Drama 3 to 6 years old 2000 to 5000 words Japanese

Story Content

レモくんは幼稚園で一番元気な男の子!今日は大好きなブランコの日です。
「よーし、高くこぐぞー!」レモくんはブランコに飛び乗ると、足を大きく動かし始めました。ブランコはぐんぐん高くまで上がり、レモくんは風を切る音が聞こえるくらいでした。
「うわー!気持ちいい!」レモくんは大声で笑いました。
しばらくすると、レモくんのお腹がなんだか変な感じがしてきました。「あれ?なんだろう…」
「…あ!トイレに行きたい!」レモくんは気づきました。でも、ブランコが楽しくて、まだがまんできると思ってしまいました。「もう少しだけ、こいでから…」
レモくんは必死にがまんしながらブランコを漕ぎ続けました。でも、だんだんがまんするのが難しくなってきました。「うーん…お腹がパンパンだ…」
(もっと漕いだら、もしかしたらトイレに行きたくなくなるかも…)レモくんはそう思って、さらにブランコを漕ぎました。
でも、逆効果でした!ブランコが揺れるたびに、お腹の中の何かが騒ぎ出すようでした。「だめだ…がまんできない…」
レモくんはブランコから飛び降りようとしましたが、足が震えてうまく降りられません。ブランコはゆっくりと止まりました。
その時、レモくんはゾワッとするのを感じました。「あっ…!」
立ち上がった瞬間、ちょっぴり温かいものがズボンに染み込んできました。「うわー!」
「もうだめだ…全部出ちゃう…!」レモくんは怖くて、その場から動けなくなってしまいました。ズボンが濡れていくのがわかり、ますます怖くなりました。「どうしよう…どうしよう…」
(動いたら、もっと出ちゃうかもしれない…)レモくんはそう思って、じっと立ち尽くしていました。でも、トイレに行きたい気持ちはどんどん強くなっていくばかりです。
レモくんは小さな声で「う…う…」と唸りました。お腹をぎゅっと押さえて、がまんしようとしましたが、もう限界でした。
(ええい、もうだめだ!少しずつなら…!)レモくんは意を決して、少しずつ足を動かし始めました。ちょろちょろ、ちょろちょろ…。少しずつズボンを濡らしながら、トイレを目指しました。
やっとトイレの前にたどり着きました!でも…「うわーん!」レモくんは泣き出してしまいました。
トイレの目の前で、チョロチョロと漏らしてしまっているのです。ズボンはもうびしょびしょ。またその場で漏らしてしまいそうで、お腹を押さえてもじもじしました。がまんしようとすればするほど、勢いは増してくるようでした。
そしてついに…ジャー!「うわーん!」レモくんはおもらしをしてしまいました。温かいものが一気にズボンから溢れ出し、床にも広がっていきました。

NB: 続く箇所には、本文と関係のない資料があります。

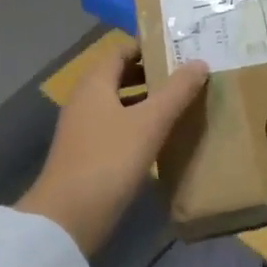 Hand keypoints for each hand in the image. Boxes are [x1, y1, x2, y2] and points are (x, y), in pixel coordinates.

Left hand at [16, 44, 207, 256]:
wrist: (67, 219)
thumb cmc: (109, 160)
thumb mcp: (149, 123)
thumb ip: (176, 91)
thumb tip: (199, 62)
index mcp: (95, 83)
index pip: (121, 50)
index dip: (148, 47)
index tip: (178, 50)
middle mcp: (84, 99)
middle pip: (119, 76)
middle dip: (151, 74)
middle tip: (186, 76)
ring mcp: (82, 128)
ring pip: (118, 103)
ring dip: (145, 101)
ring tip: (180, 104)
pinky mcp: (86, 154)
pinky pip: (115, 126)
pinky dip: (136, 124)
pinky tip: (159, 137) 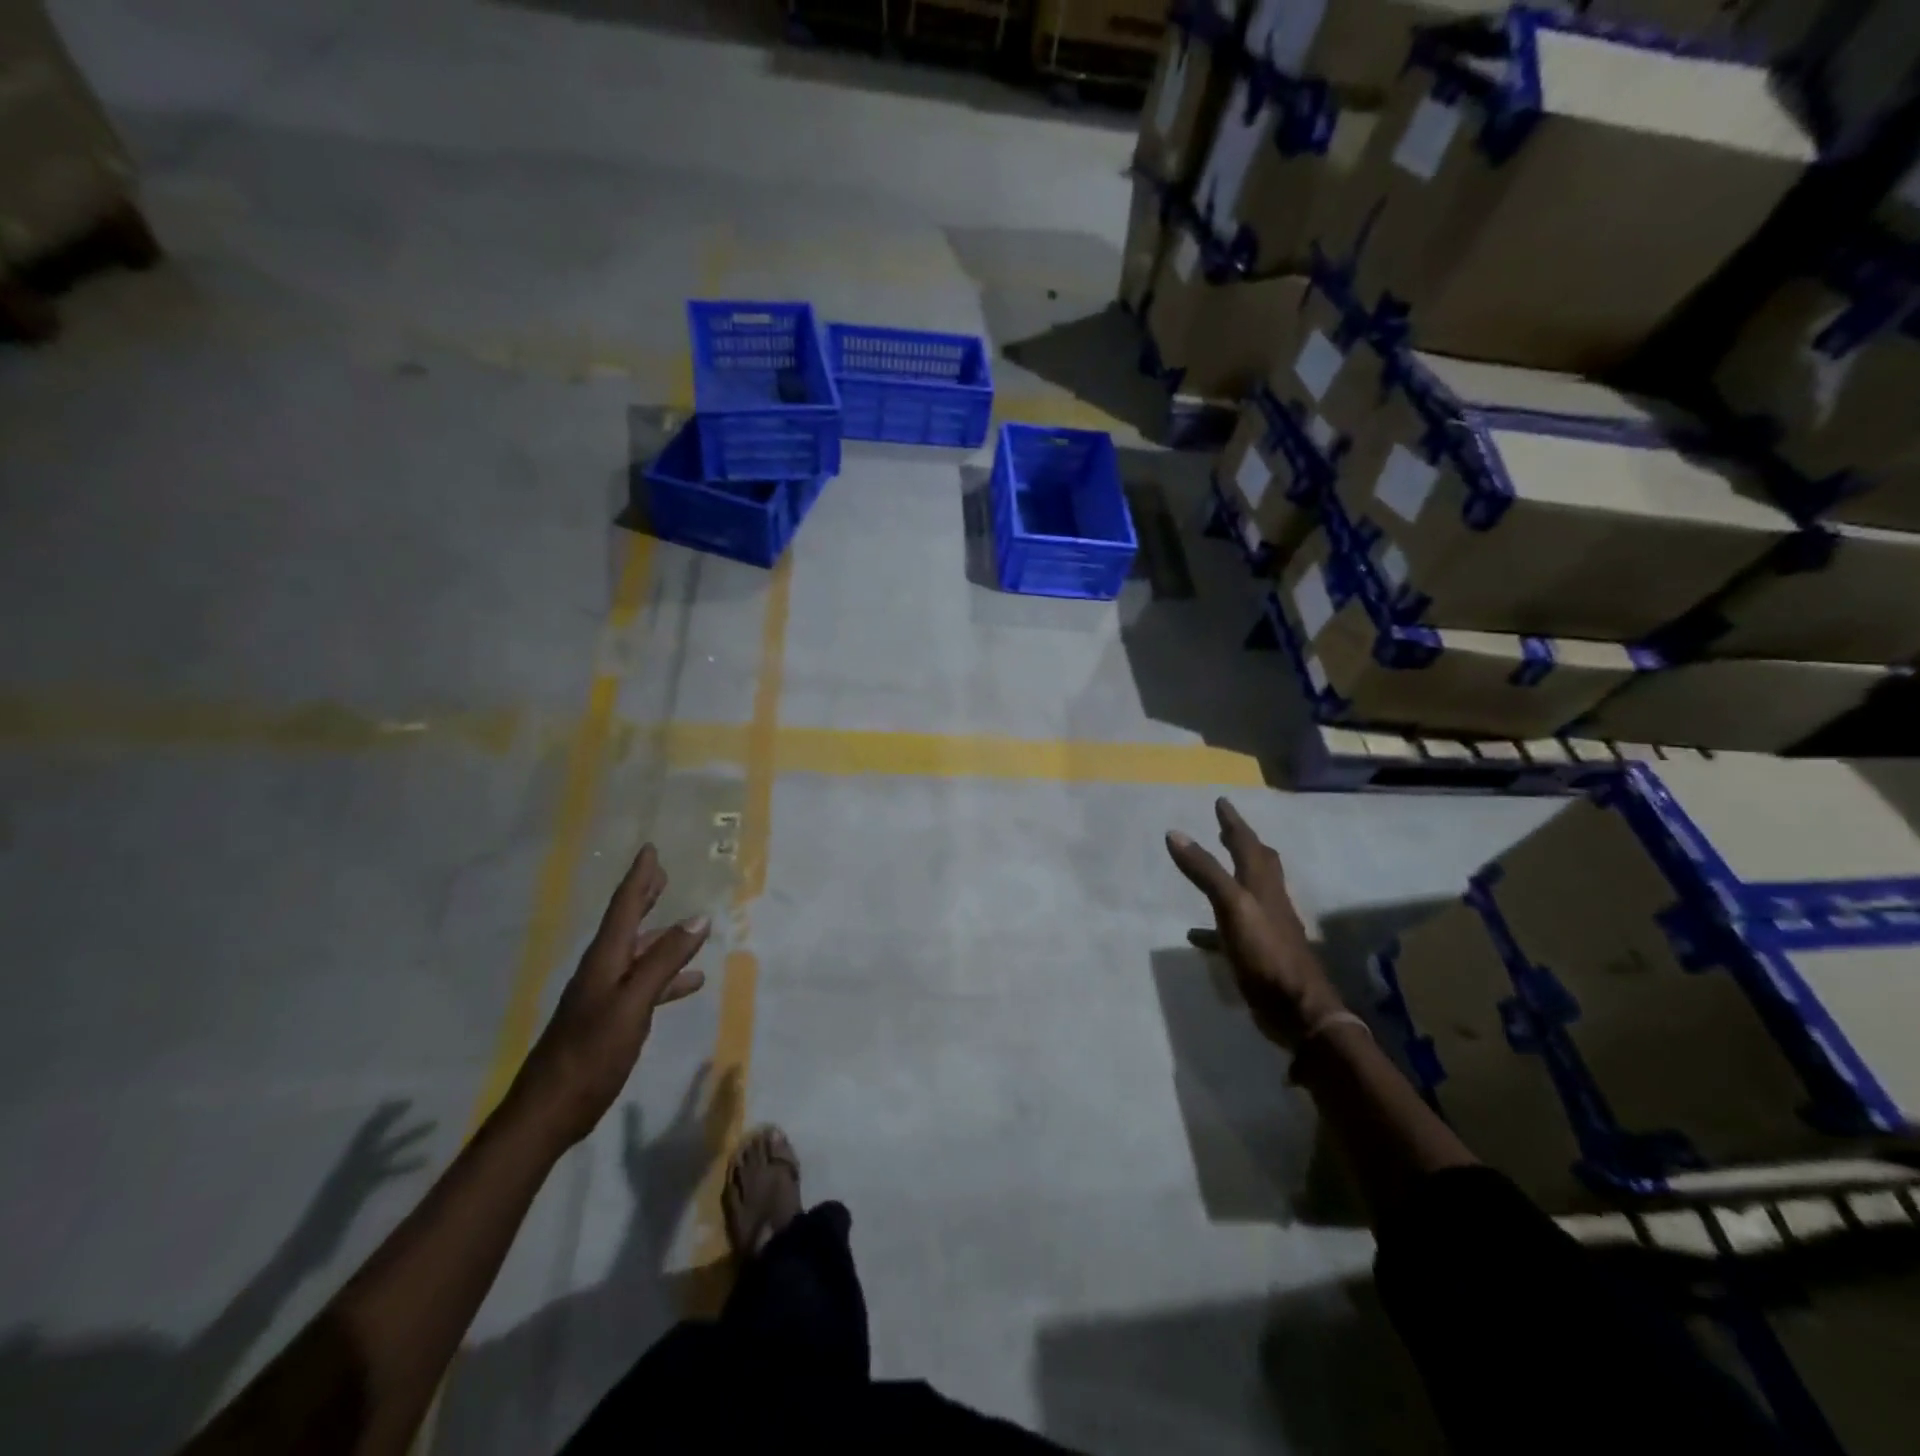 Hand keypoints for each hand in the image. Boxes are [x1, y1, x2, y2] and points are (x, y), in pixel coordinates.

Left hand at [505, 846, 710, 1147]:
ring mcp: (604, 997)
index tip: (650, 850)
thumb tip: (698, 919)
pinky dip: (666, 977)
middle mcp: (602, 971)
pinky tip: (688, 983)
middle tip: (662, 875)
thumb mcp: (633, 1003)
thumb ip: (664, 961)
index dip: (639, 878)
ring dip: (661, 938)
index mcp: (604, 960)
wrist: (548, 1111)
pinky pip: (644, 985)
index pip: (624, 907)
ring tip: (688, 928)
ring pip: (638, 955)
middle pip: (627, 924)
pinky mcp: (609, 1020)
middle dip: (645, 898)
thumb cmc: (591, 1052)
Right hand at [1166, 798, 1343, 1050]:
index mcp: (1263, 885)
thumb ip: (1205, 871)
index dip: (1233, 822)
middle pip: (1259, 864)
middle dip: (1243, 844)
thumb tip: (1175, 833)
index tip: (1221, 801)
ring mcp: (1267, 928)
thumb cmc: (1266, 953)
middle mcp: (1269, 901)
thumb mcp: (1232, 906)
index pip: (1248, 844)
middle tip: (1225, 828)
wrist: (1298, 1010)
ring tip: (1213, 868)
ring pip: (1250, 893)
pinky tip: (1196, 934)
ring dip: (1233, 877)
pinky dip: (1215, 924)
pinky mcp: (1259, 954)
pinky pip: (1233, 929) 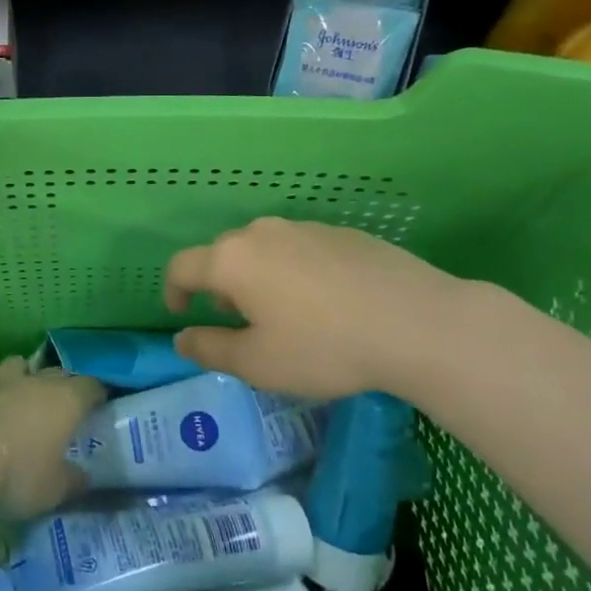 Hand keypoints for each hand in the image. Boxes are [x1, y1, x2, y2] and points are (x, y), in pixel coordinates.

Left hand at [0, 357, 103, 518]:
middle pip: (59, 373)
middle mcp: (39, 382)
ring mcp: (4, 381)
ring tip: (27, 397)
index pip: (91, 385)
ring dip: (28, 377)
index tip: (100, 405)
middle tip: (66, 407)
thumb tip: (84, 478)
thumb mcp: (54, 489)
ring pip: (23, 366)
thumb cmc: (19, 472)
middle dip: (65, 385)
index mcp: (68, 400)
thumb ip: (73, 481)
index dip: (97, 394)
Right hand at [164, 217, 473, 400]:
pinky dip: (295, 271)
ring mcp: (306, 227)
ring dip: (257, 277)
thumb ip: (209, 349)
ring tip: (283, 313)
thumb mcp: (257, 363)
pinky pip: (301, 249)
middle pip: (223, 254)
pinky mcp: (343, 233)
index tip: (180, 314)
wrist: (418, 323)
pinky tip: (325, 303)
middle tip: (237, 322)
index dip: (172, 291)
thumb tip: (181, 339)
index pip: (182, 267)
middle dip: (219, 286)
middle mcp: (262, 232)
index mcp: (232, 260)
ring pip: (264, 249)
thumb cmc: (324, 347) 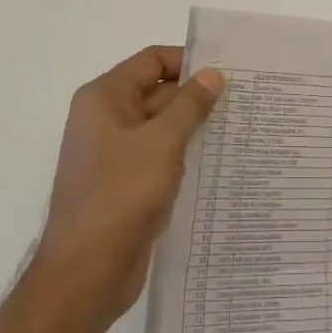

「…もう、どうしよう…」レモくんはしょんぼりしてしまいました。
そこに、優しい先生がやってきました。「レモくん、どうしたの?」
レモくんは泣きながら、全部話しました。先生はレモくんを優しく抱きしめました。「大丈夫よ、レモくん。誰でも失敗することはあるわ。」
先生はレモくんを着替えさせ、一緒にトイレに行きました。「トイレに行きたくなったら、がまんしないで、すぐに言ってね。我慢すると、レモくんみたいになっちゃうこともあるんだよ。」
レモくんは恥ずかしそうにうなずきました。これからは、トイレに行きたくなったら、すぐに先生に言うことを心に誓いました。
それから、レモくんはブランコに乗る前に必ずトイレに行くようにしました。そして、ブランコに乗っている時にお腹が変な感じになったら、すぐにがまんせずにトイレに行くようになりました。
レモくんは、トイレがまんしないことが大切だと学びました。そして、これからも幼稚園で元気に遊ぶことを楽しみにしています。